Every line below that has the string "Nodes" needs to be copied.

Start of Extracted entries

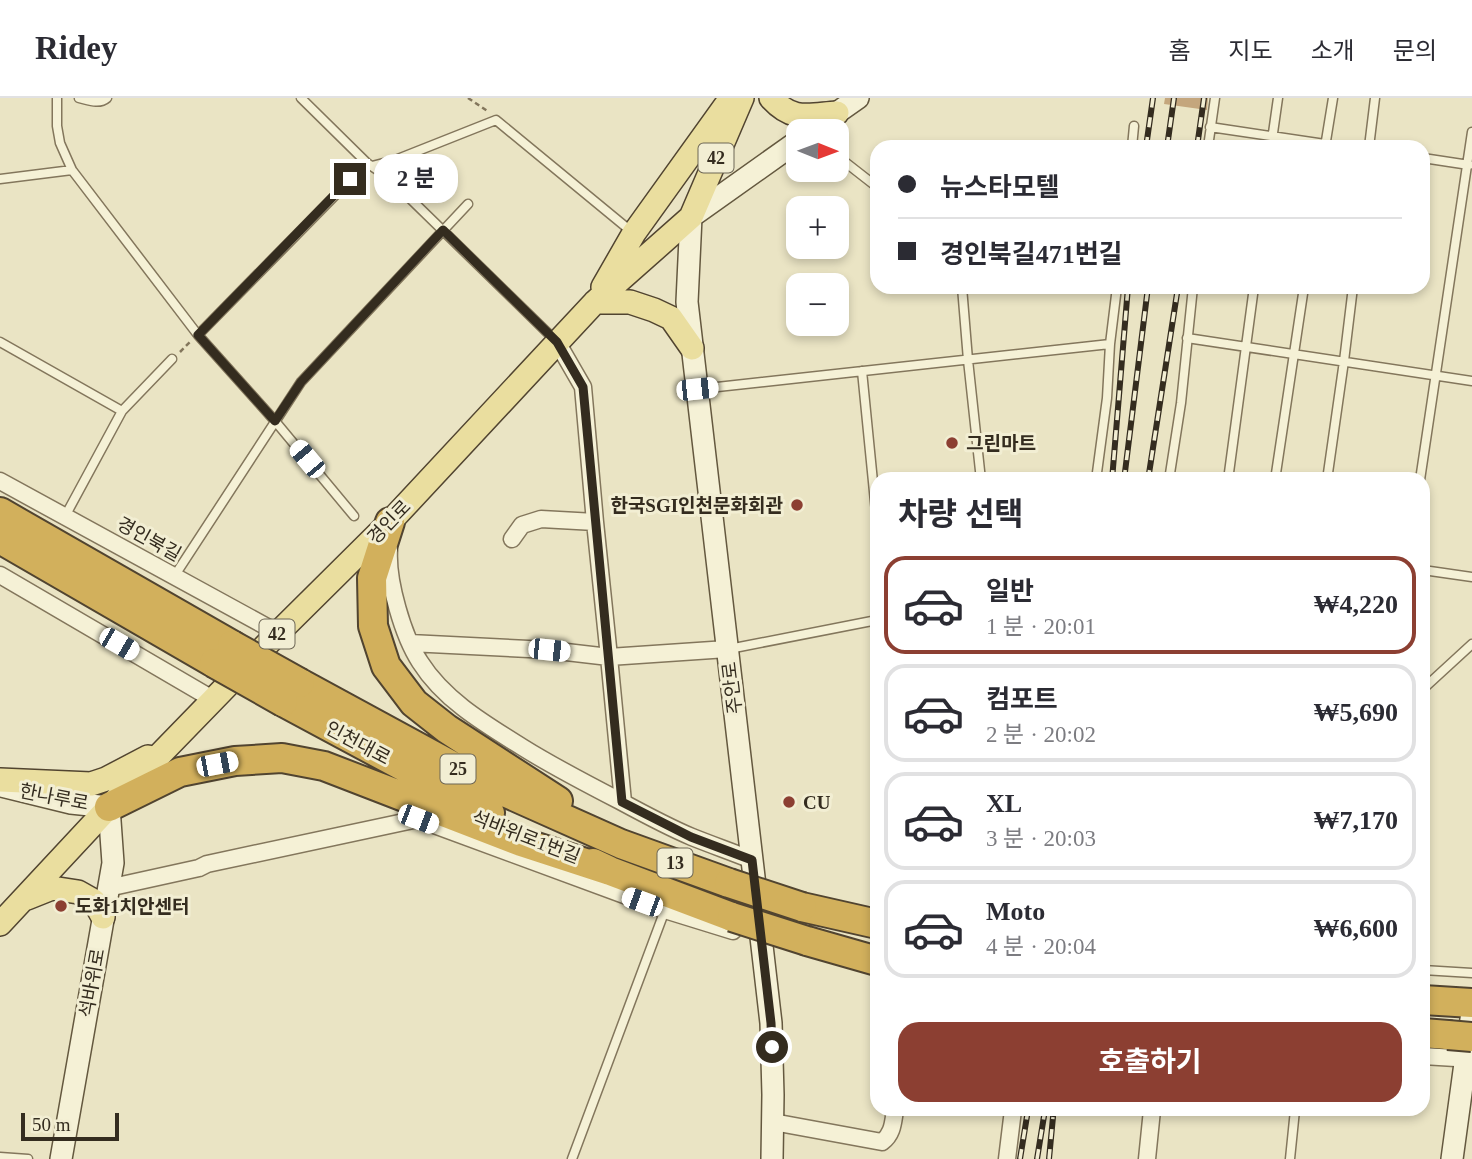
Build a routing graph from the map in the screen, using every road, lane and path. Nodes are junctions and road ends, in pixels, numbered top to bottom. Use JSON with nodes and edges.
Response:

End of Extracted entries
Start of Extracted entries

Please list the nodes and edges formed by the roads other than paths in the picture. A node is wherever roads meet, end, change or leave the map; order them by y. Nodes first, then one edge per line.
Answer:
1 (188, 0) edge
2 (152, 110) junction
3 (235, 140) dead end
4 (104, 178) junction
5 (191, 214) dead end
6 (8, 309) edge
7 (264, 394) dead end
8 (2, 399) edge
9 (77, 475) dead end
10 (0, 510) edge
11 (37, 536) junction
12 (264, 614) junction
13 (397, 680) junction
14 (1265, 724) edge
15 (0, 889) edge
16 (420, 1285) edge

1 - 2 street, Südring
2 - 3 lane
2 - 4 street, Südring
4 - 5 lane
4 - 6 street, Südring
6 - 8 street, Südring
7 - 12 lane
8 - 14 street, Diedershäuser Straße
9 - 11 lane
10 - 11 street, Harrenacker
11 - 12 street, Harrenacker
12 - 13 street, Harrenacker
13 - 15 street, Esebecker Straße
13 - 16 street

End of Extracted entries

Expected output
Build a routing graph from the map in the screen, using every road, lane and path. Nodes are junctions and road ends, in pixels, numbered top to bottom. Use JSON with nodes and edges.
Please list the nodes and edges formed by the roads other than paths in the picture. A node is wherever roads meet, end, change or leave the map; order them by y. Nodes first, then one edge per line.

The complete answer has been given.